Domenica, 23 Settembre, 2018

Sì della Camera al Decreto Fiscale. Ora il testo passa al Senato

Esposti Saturniano | 19 Novembre, 2016, 21:45

Il voto sul provvedimento è atteso nel pomeriggio: alle 15 iniziano le dichiarazioni di voto e intorno alle 17 è previsto il via libera della Camera al decreto fiscale.

Nella giornata di ieri la Camera dei Deputati ha approvato in prima lettura il decreto legge fiscale collegato alla legge di Bilancio, con 272 voti favorevoli e 137 contrari.

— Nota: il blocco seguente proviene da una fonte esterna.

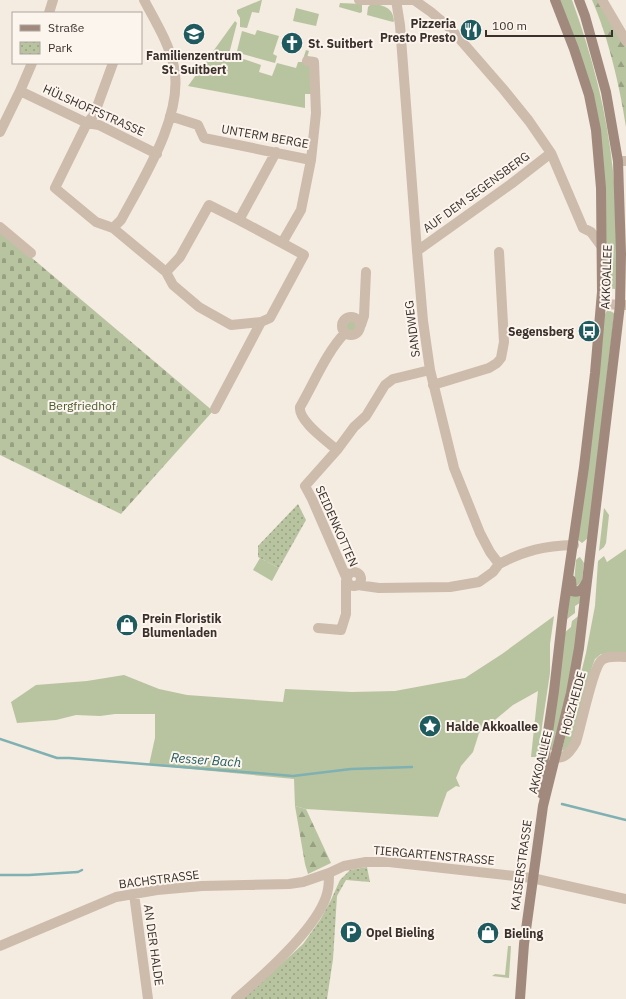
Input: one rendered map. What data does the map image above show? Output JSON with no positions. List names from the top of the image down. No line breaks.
{"streets":{"main road":["AKKOALLEE","KAISERSTRASSE"],"street":["HÜLSHOFFSTRASSE","UNTERM BERGE","AUF DEM SEGENSBERG","SANDWEG","SEIDENKOTTEN","HOLZHEIDE","TIERGARTENSTRASSE","BACHSTRASSE","AN DER HALDE"]},"crossings":[["AUF DEM SEGENSBERG","SANDWEG"],["AKKOALLEE","HOLZHEIDE"],["AKKOALLEE","KAISERSTRASSE"],["SANDWEG","SEIDENKOTTEN"],["TIERGARTENSTRASSE","KAISERSTRASSE"],["TIERGARTENSTRASSE","BACHSTRASSE"],["BACHSTRASSE","AN DER HALDE"]],"water":["Resser Bach"],"parks":["Bergfriedhof"],"places":{"restaurant":["Pizzeria Presto Presto"],"school or university":["Familienzentrum St. Suitbert"],"church":["St. Suitbert"],"bus stop":["Segensberg"],"shop":["Prein Floristik Blumenladen","Bieling"],"place":["Halde Akkoallee"],"parking":["Opel Bieling"]},"legend":["Straße","Park"],"scale_bar":"100 m"}
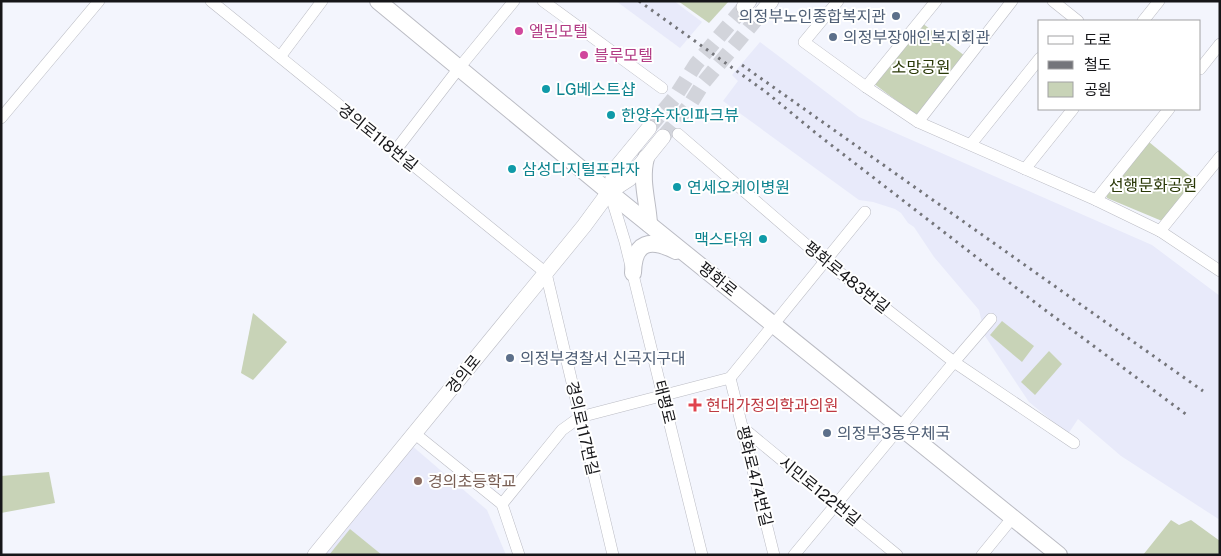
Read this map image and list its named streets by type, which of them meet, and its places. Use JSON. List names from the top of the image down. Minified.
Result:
{"streets":{"main road":["평화로"],"street":["경의로118번길","평화로483번길","경의로","태평로","경의로117번길","평화로474번길","시민로122번길"]},"crossings":[["경의로118번길","경의로"],["경의로118번길","경의로117번길"],["평화로483번길","경의로"],["평화로","경의로"],["평화로","태평로"],["경의로","태평로"],["경의로","경의로117번길"],["평화로474번길","시민로122번길"]],"parks":["소망공원","선행문화공원"],"places":{"other":["의정부노인종합복지관","엘린모텔","의정부장애인복지회관","블루모텔","LG베스트샵","한양수자인파크뷰","삼성디지털프라자","연세오케이병원","맥스타워","의정부경찰서 신곡지구대","의정부3동우체국","경의초등학교"],"health":["현대가정의학과의원"]},"legend":["도로","철도","공원"]}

Il testo licenziato da Montecitorio, rispetto alla prima versione predisposta dall'esecutivo, punisce con sanzioni meno severe le violazioni delle norme in materia di comunicazione dei dati delle fatture e dei dati delle liquidazioni. A decidere tempi emodalità è stata la conferenza dei capigruppo dopo che ilMinistro Boschi, stamane, aveva posto la questione di fiduciasull'articolo unico del decreto di conversione nel testo giàapprovato dalle commissioni. Si tratta di una 'deroga' per chi supera il compenso massimo annuo previsto per aderire al regime forfettario dei minimi Iva.

Poi semaforo rosso per le cartelle esattoriali e richieste di documentazione da parte del fisco nel mese di agosto. I versamenti 2017 devono coprire il 70% della somma dovuta, il restante si paga nel 2018. Dal periodo d'imposta in corso al 31 dicembre 2017, se sostenute direttamente dal committente, oltre che le spese alberghiere e di somministrazione di alimenti e bevande, anche le prestazioni di viaggio e di trasporto non costituiscono compenso in natura per il professionista. L'istanza di adesione per chiudere i conti con i concessionari della riscossione senza pagare sanzioni e interessi di mora, dovrà essere presentata entro il 31 marzo 2017.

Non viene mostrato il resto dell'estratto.